- **WORK TO COMPLETE**
All records are to be restated exactly, each line as it reads.

(DATA PROVIDED Opens)

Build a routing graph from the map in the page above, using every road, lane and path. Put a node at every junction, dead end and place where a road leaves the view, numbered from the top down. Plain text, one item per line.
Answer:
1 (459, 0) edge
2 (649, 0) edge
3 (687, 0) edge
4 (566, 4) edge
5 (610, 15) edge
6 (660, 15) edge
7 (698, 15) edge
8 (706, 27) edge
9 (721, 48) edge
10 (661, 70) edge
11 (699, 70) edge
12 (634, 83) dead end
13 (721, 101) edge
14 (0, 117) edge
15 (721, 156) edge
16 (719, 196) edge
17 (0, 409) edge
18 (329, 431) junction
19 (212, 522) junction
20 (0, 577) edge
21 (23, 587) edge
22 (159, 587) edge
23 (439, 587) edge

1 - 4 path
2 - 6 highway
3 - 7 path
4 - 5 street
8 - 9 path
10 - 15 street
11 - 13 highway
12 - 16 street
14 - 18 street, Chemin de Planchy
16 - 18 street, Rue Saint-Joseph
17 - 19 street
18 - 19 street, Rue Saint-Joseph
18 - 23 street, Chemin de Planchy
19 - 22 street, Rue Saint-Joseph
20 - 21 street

(DATA PROVIDED Closes)

- **EXERCISE SOLUTION**
Build a routing graph from the map in the page above, using every road, lane and path. Put a node at every junction, dead end and place where a road leaves the view, numbered from the top down. Plain text, one item per line.
Answer:
1 (459, 0) edge
2 (649, 0) edge
3 (687, 0) edge
4 (566, 4) edge
5 (610, 15) edge
6 (660, 15) edge
7 (698, 15) edge
8 (706, 27) edge
9 (721, 48) edge
10 (661, 70) edge
11 (699, 70) edge
12 (634, 83) dead end
13 (721, 101) edge
14 (0, 117) edge
15 (721, 156) edge
16 (719, 196) edge
17 (0, 409) edge
18 (329, 431) junction
19 (212, 522) junction
20 (0, 577) edge
21 (23, 587) edge
22 (159, 587) edge
23 (439, 587) edge

1 - 4 path
2 - 6 highway
3 - 7 path
4 - 5 street
8 - 9 path
10 - 15 street
11 - 13 highway
12 - 16 street
14 - 18 street, Chemin de Planchy
16 - 18 street, Rue Saint-Joseph
17 - 19 street
18 - 19 street, Rue Saint-Joseph
18 - 23 street, Chemin de Planchy
19 - 22 street, Rue Saint-Joseph
20 - 21 street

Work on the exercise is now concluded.